On Aug 23, 9:31 am, "Kyle R. Burton" <kyle.bur...@gmail.com> wrote:
> That's what it the macro expands to.  It is a very small thing, but it
> gives a name to the pattern, where the let expression doesn't - I like
> names :)

That's an interesting statement (to paraphrase): "I like to give names
to the patterns I use." It gets me wondering about the position some
take (including me much of the time) that patterns are a way for
covering up for a language's deficiencies. I don't walk into a house a
see a sign that says "foyer" in the space with a coat rack and a
staircase.

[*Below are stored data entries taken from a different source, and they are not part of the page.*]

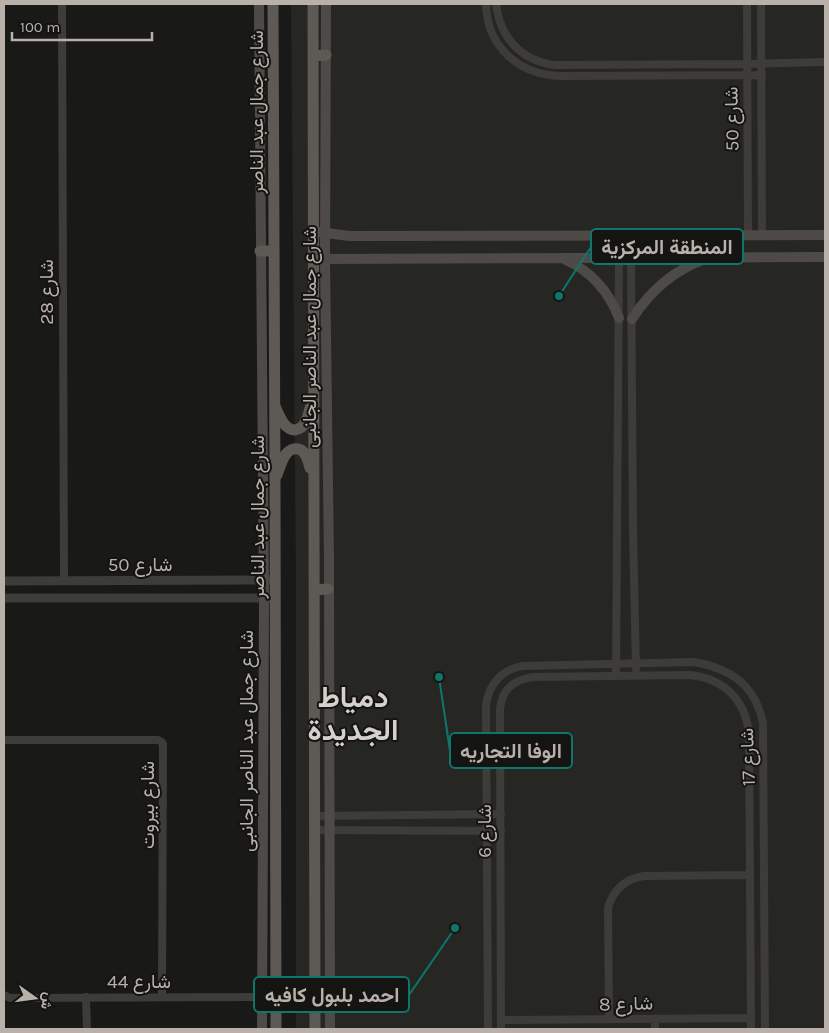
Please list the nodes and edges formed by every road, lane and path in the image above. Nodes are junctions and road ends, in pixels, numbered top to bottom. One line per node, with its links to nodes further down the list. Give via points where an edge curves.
1 (62, 4): 37 (street, شارع 28)
2 (259, 4): 23 (main road, شارع جمال عبد الناصر الجانبى)
3 (273, 4): 22 (main road, شارع جمال عبد الناصر)
4 (313, 4): 11 (main road)
5 (326, 4): 10 (main road, شارع جمال عبد الناصر الجانبى)
6 (486, 4): 15 (street, via 489,25 497,43 515,62 536,73 550,76)
7 (496, 4): 13 (street, via 502,27 510,40 526,55 547,64)
8 (747, 4): 13 (street, شارع 50)
9 (761, 4): 14 (street, شارع 50)
10 (326, 55): 11 (main road); 18 (main road, شارع جمال عبد الناصر الجانبى)
11 (312, 56): 17 (main road)
12 (825, 62): 14 (street)
13 (747, 64): 14 (street); 15 (street, شارع 50)
14 (762, 64): 16 (street, شارع 50)
15 (747, 75): 16 (street); 20 (street, شارع 50)
16 (762, 75): 21 (street, شارع 50)
17 (313, 230): 18 (main road); 30 (main road)
18 (326, 233): 20 (main road, via 349,236); 29 (main road, شارع جمال عبد الناصر الجانبى)
19 (825, 234): 21 (main road)
20 (748, 235): 21 (main road)
21 (762, 235)
22 (274, 251): 23 (main road); 34 (main road, شارع جمال عبد الناصر)
23 (260, 252): 38 (main road, شارع جمال عبد الناصر الجانبى)
24 (825, 257): 28 (main road)
25 (563, 258): 26 (main road); 29 (main road); 31 (main road, via 598,282)
26 (619, 258): 27 (main road); 31 (street)
27 (631, 258): 28 (main road); 32 (street)
28 (711, 258): 32 (main road, via 687,267 665,281)
29 (325, 259): 30 (main road); 41 (main road, شارع جمال عبد الناصر الجانبى)
30 (313, 260): 33 (main road)
31 (619, 318): 45 (street)
32 (632, 319): 46 (street)
33 (314, 397): 34 (main road, via 305,424 296,430 286,426); 36 (main road)
34 (274, 405): 35 (main road, شارع جمال عبد الناصر)
35 (275, 479): 36 (main road, via 286,454 296,448 306,454); 39 (main road, شارع جمال عبد الناصر)
36 (314, 480): 42 (main road)
37 (64, 580): 38 (street, شارع 50); 40 (street, شارع 50)
38 (263, 580): 39 (street, شارع 50); 44 (main road, شارع جمال عبد الناصر الجانبى)
39 (276, 580): 44 (main road, شارع جمال عبد الناصر)
40 (4, 581)
41 (328, 589): 42 (main road); 56 (main road, شارع جمال عبد الناصر الجانبى)
42 (314, 590): 55 (main road)
43 (4, 598): 44 (street, شارع 50)
44 (270, 598): 66 (main road, شارع جمال عبد الناصر الجانبى); 67 (main road, شارع جمال عبد الناصر)
45 (616, 664): 46 (street, شارع 17); 47 (street, شارع 17); 48 (street)
46 (636, 664): 49 (street); 81 (street, شارع 17, via 694,662 714,666 737,679 750,691 758,706 764,732)
47 (524, 666): 52 (street, شارع 6, via 502,674 490,688 486,699)
48 (616, 676): 49 (street, شارع 17); 50 (street, شارع 17)
49 (637, 676): 62 (street, شارع 17, via 704,677 730,692 740,704 749,733)
50 (560, 677): 53 (street, شارع 6, via 523,679 509,687 504,696 500,711)
51 (4, 740): 65 (street, شارع بيروت, via 162,742)
52 (486, 814): 53 (street); 54 (street); 60 (street, شارع 6)
53 (501, 814): 61 (street, شارع 6)
54 (470, 815): 56 (street); 59 (street)
55 (314, 816): 56 (street); 57 (main road)
56 (328, 816): 58 (main road, شارع جمال عبد الناصر الجانبى)
57 (314, 830): 58 (street); 75 (main road)
58 (328, 830): 59 (street); 76 (main road, شارع جمال عبد الناصر الجانبى)
59 (470, 831): 60 (street)
60 (486, 831): 61 (street); 77 (street, شارع 6)
61 (501, 831): 71 (street, شارع 6)
62 (750, 875): 68 (street, شارع 17); 69 (street, via 644,876 621,886 608,908)
63 (4, 996): 64 (street, شارع 44)
64 (86, 997): 65 (street, شارع 44); 72 (street)
65 (162, 997): 66 (street, شارع 44)
66 (262, 997): 67 (street, شارع 44); 73 (main road, شارع جمال عبد الناصر الجانبى)
67 (276, 997): 74 (main road, شارع جمال عبد الناصر)
68 (751, 1018): 70 (street, شارع 8); 80 (street, شارع 17)
69 (609, 1019): 70 (street, شارع 8); 71 (street, شارع 8)
70 (655, 1019): 79 (street)
71 (501, 1020): 78 (street, شارع 6)
72 (87, 1029)
73 (262, 1029)
74 (276, 1029)
75 (315, 1029)
76 (330, 1029)
77 (488, 1029)
78 (501, 1029)
79 (655, 1029)
80 (751, 1029)
81 (765, 1029)

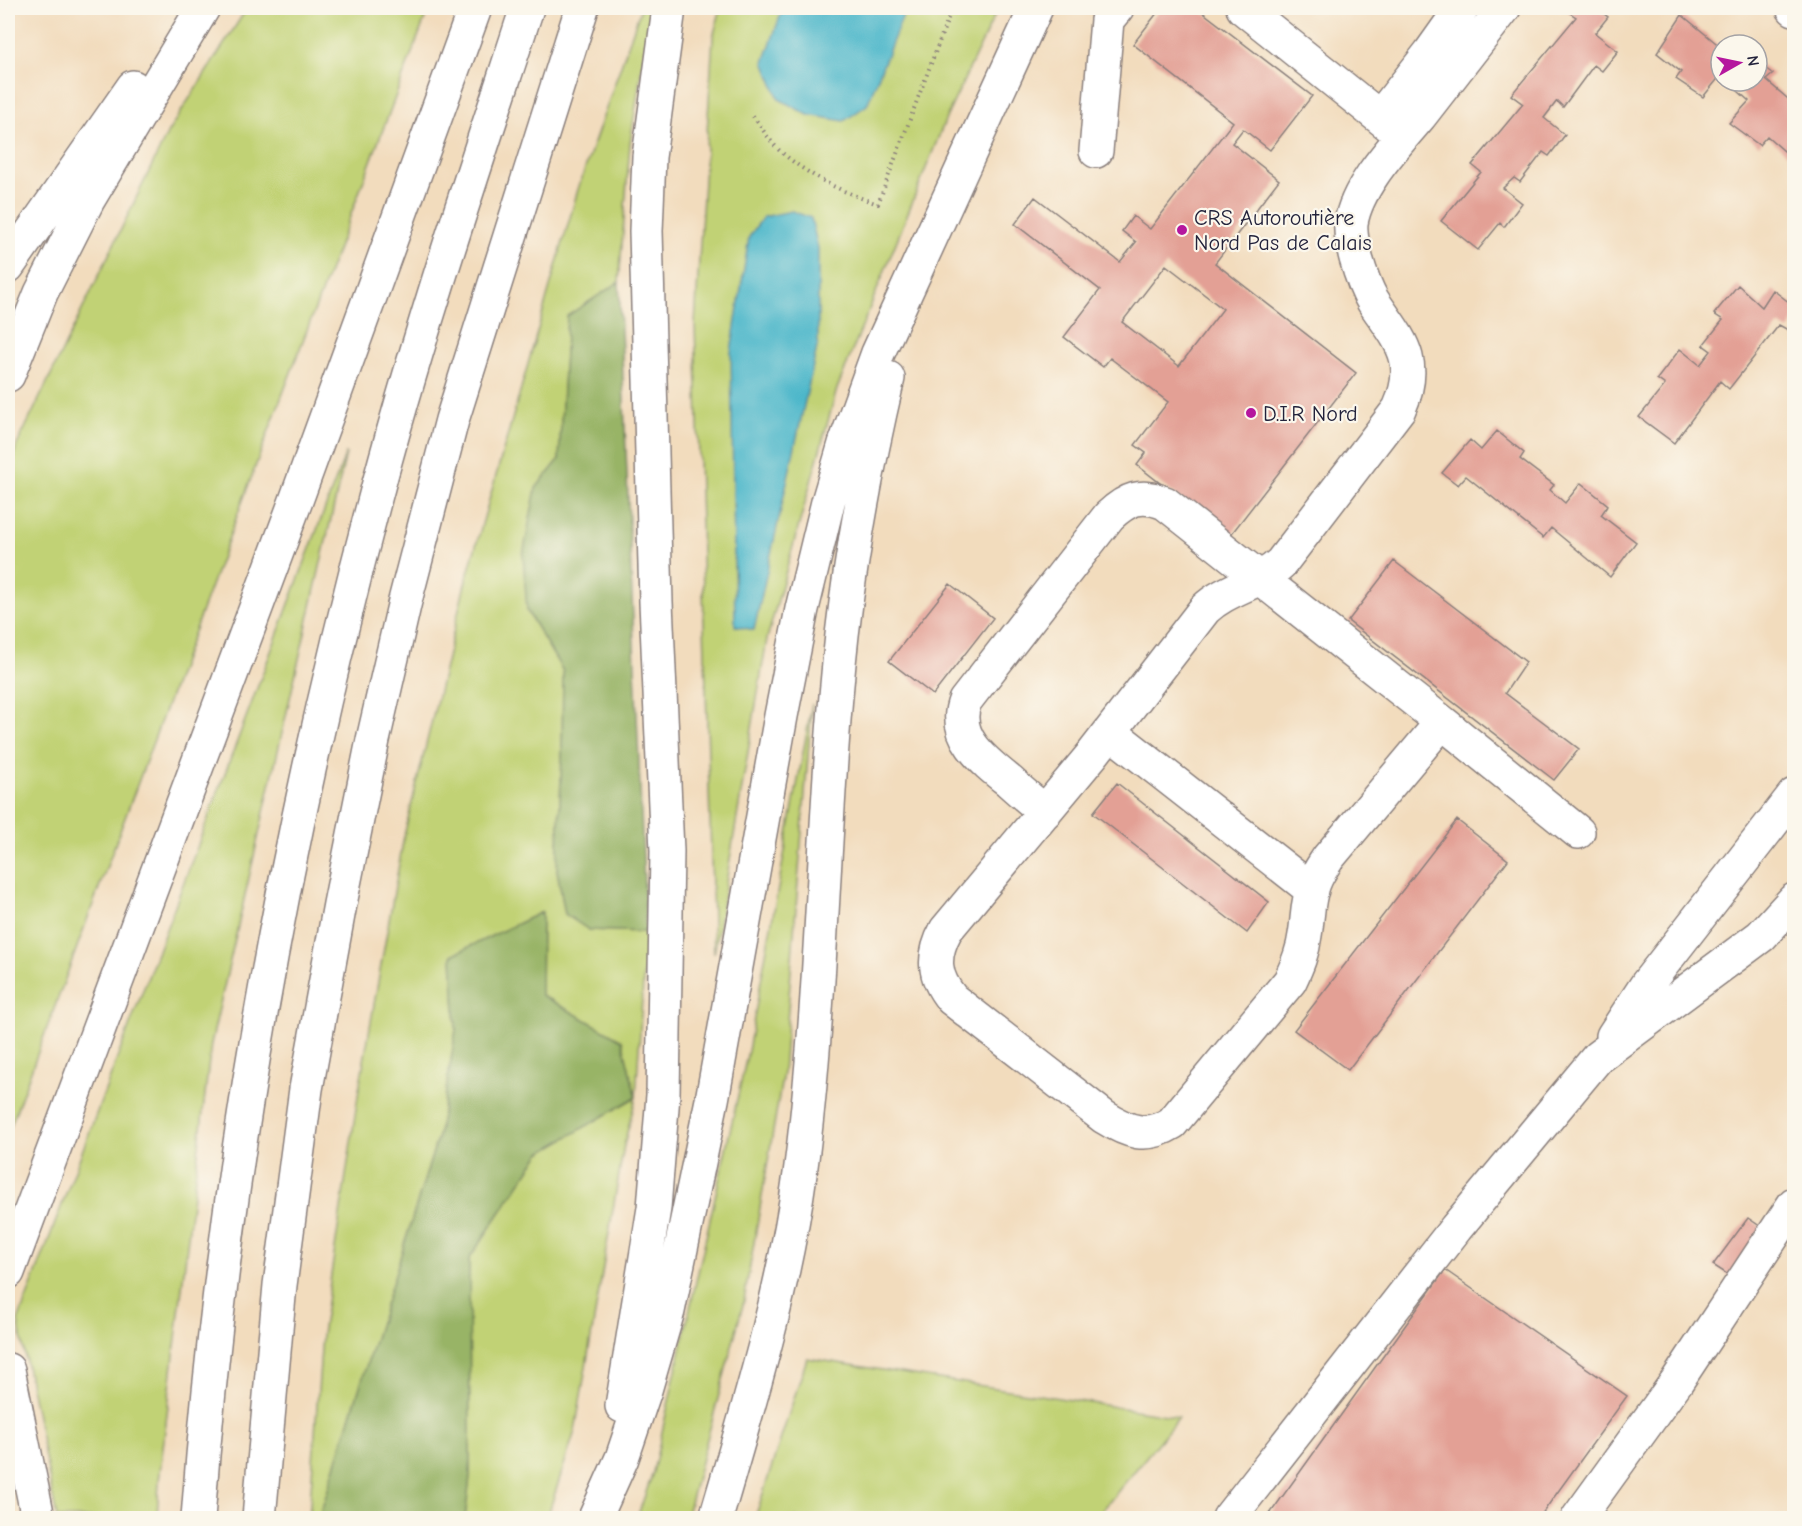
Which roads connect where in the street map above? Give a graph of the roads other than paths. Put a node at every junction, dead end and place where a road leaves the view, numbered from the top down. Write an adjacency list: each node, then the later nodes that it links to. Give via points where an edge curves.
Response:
1 (189, 8): 15 (main road)
2 (203, 8): 16 (main road, via 88,200 41,293)
3 (475, 8): 27 (main road)
4 (527, 8): 30 (main road, via 422,333 373,505 306,781 239,1152 213,1349)
5 (582, 8): 31 (main road, via 452,420 373,740 306,1089 280,1286)
6 (669, 8): 32 (main road, via 649,157 646,231 667,851 663,1095 654,1208 638,1309 618,1424)
7 (1036, 8): 14 (main road)
8 (1117, 8): 13 (main road, via 1107,20)
9 (1243, 8): 12 (main road)
10 (1462, 8): 12 (main road, via 1430,53)
11 (1504, 8): 12 (main road)
12 (1392, 127): 17 (main road, via 1354,211 1351,242 1372,298 1404,348 1408,369 1406,392 1389,423 1281,563)
13 (1096, 151)
14 (933, 236): 32 (main road, via 878,353 828,502 783,705 712,1100 668,1311 622,1458); 33 (main road, via 890,369 857,525 841,647 800,1177 759,1371)
15 (8, 266)
16 (8, 375)
17 (1260, 579): 18 (main road); 19 (main road, via 1225,594 1205,609); 21 (main road, via 1165,503 1146,497 1134,499 1124,502 1109,516 963,708 965,733 981,759)
18 (1442, 722): 22 (main road); 23 (main road, via 1328,858)
19 (1110, 732): 21 (main road); 23 (main road)
20 (1794, 795): 25 (main road, via 1647,984)
21 (1045, 812): 23 (main road, via 945,930 937,955 939,979 952,999 1104,1117 1136,1132 1155,1131 1172,1123 1290,981 1303,948)
22 (1578, 832)
23 (1312, 890)
24 (1794, 900): 25 (main road, via 1761,936)
25 (1598, 1057): 34 (main road, via 1456,1228)
26 (1794, 1204): 35 (main road, via 1677,1382)
27 (8, 1272)
28 (8, 1370): 29 (main road)
29 (38, 1518)
30 (198, 1518)
31 (260, 1518)
32 (595, 1518)
33 (716, 1518)
34 (1229, 1518)
35 (1578, 1518)

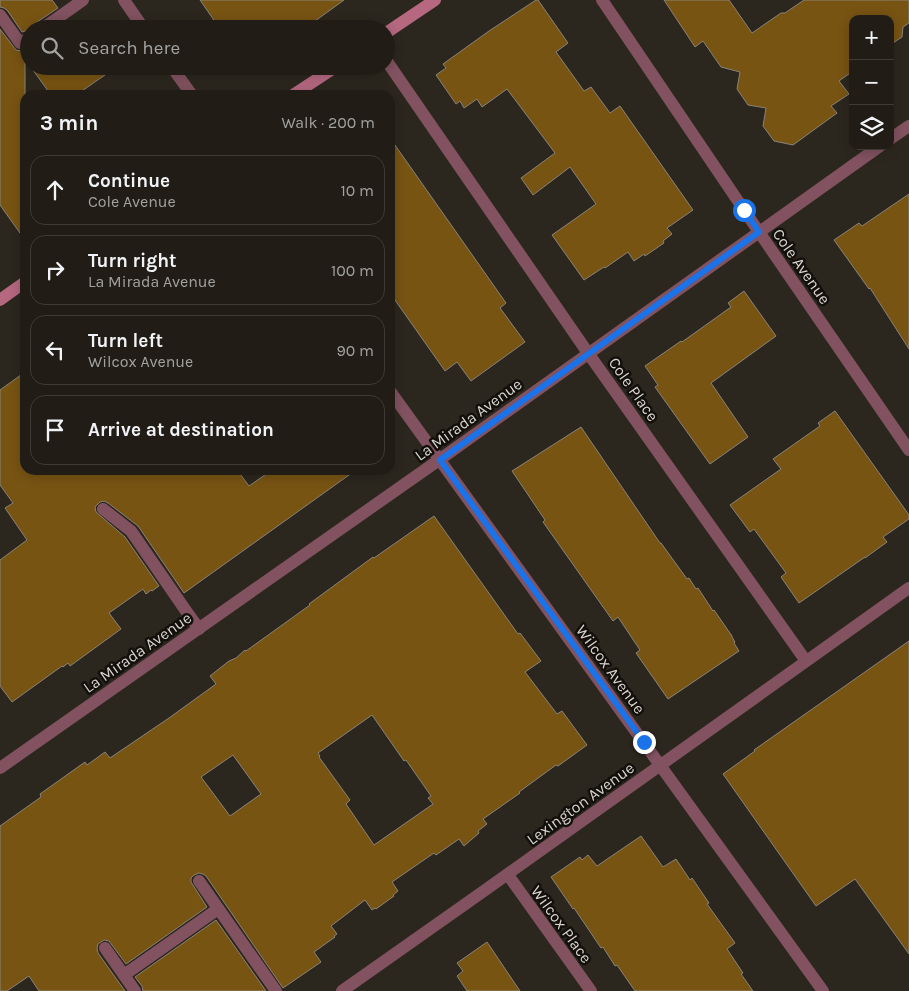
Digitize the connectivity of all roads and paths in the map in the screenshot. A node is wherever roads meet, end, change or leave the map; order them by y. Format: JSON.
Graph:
{"nodes":[{"id":1,"x":84,"y":0,"type":"edge"},
{"id":2,"x":124,"y":0,"type":"edge"},
{"id":3,"x":434,"y":0,"type":"edge"},
{"id":4,"x":602,"y":0,"type":"edge"},
{"id":5,"x":0,"y":15,"type":"edge"},
{"id":6,"x":55,"y":20,"type":"edge"},
{"id":7,"x":138,"y":20,"type":"edge"},
{"id":8,"x":395,"y":27,"type":"edge"},
{"id":9,"x":20,"y":43,"type":"edge"},
{"id":10,"x":395,"y":73,"type":"edge"},
{"id":11,"x":178,"y":75,"type":"edge"},
{"id":12,"x":324,"y":75,"type":"edge"},
{"id":13,"x":188,"y":90,"type":"edge"},
{"id":14,"x":301,"y":90,"type":"edge"},
{"id":15,"x":909,"y":126,"type":"edge"},
{"id":16,"x":894,"y":136,"type":"edge"},
{"id":17,"x":874,"y":150,"type":"edge"},
{"id":18,"x":759,"y":232,"type":"junction"},
{"id":19,"x":20,"y":286,"type":"edge"},
{"id":20,"x":0,"y":300,"type":"edge"},
{"id":21,"x":588,"y":353,"type":"junction"},
{"id":22,"x":395,"y":398,"type":"edge"},
{"id":23,"x":909,"y":450,"type":"edge"},
{"id":24,"x":440,"y":460,"type":"junction"},
{"id":25,"x":102,"y":509,"type":"dead end"},
{"id":26,"x":909,"y":588,"type":"edge"},
{"id":27,"x":199,"y":628,"type":"junction"},
{"id":28,"x":806,"y":661,"type":"junction"},
{"id":29,"x":660,"y":765,"type":"junction"},
{"id":30,"x":0,"y":768,"type":"edge"},
{"id":31,"x":508,"y":875,"type":"junction"},
{"id":32,"x":199,"y":881,"type":"dead end"},
{"id":33,"x":218,"y":908,"type":"junction"},
{"id":34,"x":106,"y":948,"type":"dead end"},
{"id":35,"x":124,"y":975,"type":"junction"},
{"id":36,"x":135,"y":991,"type":"edge"},
{"id":37,"x":276,"y":991,"type":"edge"},
{"id":38,"x":342,"y":991,"type":"edge"},
{"id":39,"x":591,"y":991,"type":"edge"},
{"id":40,"x":823,"y":991,"type":"edge"}],
"edges":[{"from":1,"to":6,"type":"street"},
{"from":2,"to":7,"type":"street"},
{"from":3,"to":8,"type":"street"},
{"from":4,"to":18,"type":"street","name":"Cole Avenue"},
{"from":5,"to":9,"type":"street"},
{"from":10,"to":21,"type":"street","name":"Cole Place"},
{"from":11,"to":13,"type":"street"},
{"from":12,"to":14,"type":"street"},
{"from":15,"to":16,"type":"street"},
{"from":17,"to":18,"type":"street","name":"La Mirada Avenue"},
{"from":18,"to":21,"type":"street","name":"La Mirada Avenue"},
{"from":18,"to":23,"type":"street","name":"Cole Avenue"},
{"from":19,"to":20,"type":"street"},
{"from":21,"to":24,"type":"street","name":"La Mirada Avenue"},
{"from":21,"to":28,"type":"street","name":"Cole Place"},
{"from":22,"to":24,"type":"street","name":"Wilcox Avenue"},
{"from":24,"to":27,"type":"street","name":"La Mirada Avenue"},
{"from":24,"to":29,"type":"street","name":"Wilcox Avenue"},
{"from":25,"to":27,"type":"street"},
{"from":26,"to":28,"type":"street","name":"Lexington Avenue"},
{"from":27,"to":30,"type":"street","name":"La Mirada Avenue"},
{"from":28,"to":29,"type":"street","name":"Lexington Avenue"},
{"from":29,"to":31,"type":"street","name":"Lexington Avenue"},
{"from":29,"to":40,"type":"street","name":"Wilcox Avenue"},
{"from":31,"to":38,"type":"street","name":"Lexington Avenue"},
{"from":31,"to":39,"type":"street","name":"Wilcox Place"},
{"from":32,"to":33,"type":"street"},
{"from":33,"to":35,"type":"street"},
{"from":33,"to":37,"type":"street"},
{"from":34,"to":35,"type":"street"},
{"from":35,"to":36,"type":"street"}]}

Just thinking out loud... More food for thought:

for(elem = list; elem != NULL; elem = elem->next) {
  /* do something */
}

Should a clueful C programmer look at that and see an idiomatic C list
iterator, or should she see an missing feature in the language?

>
> > In your example, you're not using the result of the APROG1 expression.
>
> The for each ... in-map uses it - it iterates over the key/value pairs
> from the map.  The 'in-map' is treated as a symbol (so is the 'each')
> and discarded by the syntax-rules for the for expression.  The
> syntax-rules patterns use those literals in the pattern matches to
> tell what I'm trying to iterate over.

D'oh! I think my brain skipped over that, because it couldn't make
sense of the non-standard Scheme.

> > I really wished that I had anaphoric IF (AIF) where, log APROG1, you
> > can do stuff like this, IIRC:
>
> > (aif (assoc people 'kyle) (cdr it) #f)
>
> > But then I realized the COND lets me do assentially the same thing:
>
> > (cond ((assoc people 'kyle) =>
> >         (lambda (it) (cdr it)))
> >       (else
> >         #f))
>
> I think I get the spirit of what you meant by that cond, but I don't
> see it as equivalent to the earlier aif :)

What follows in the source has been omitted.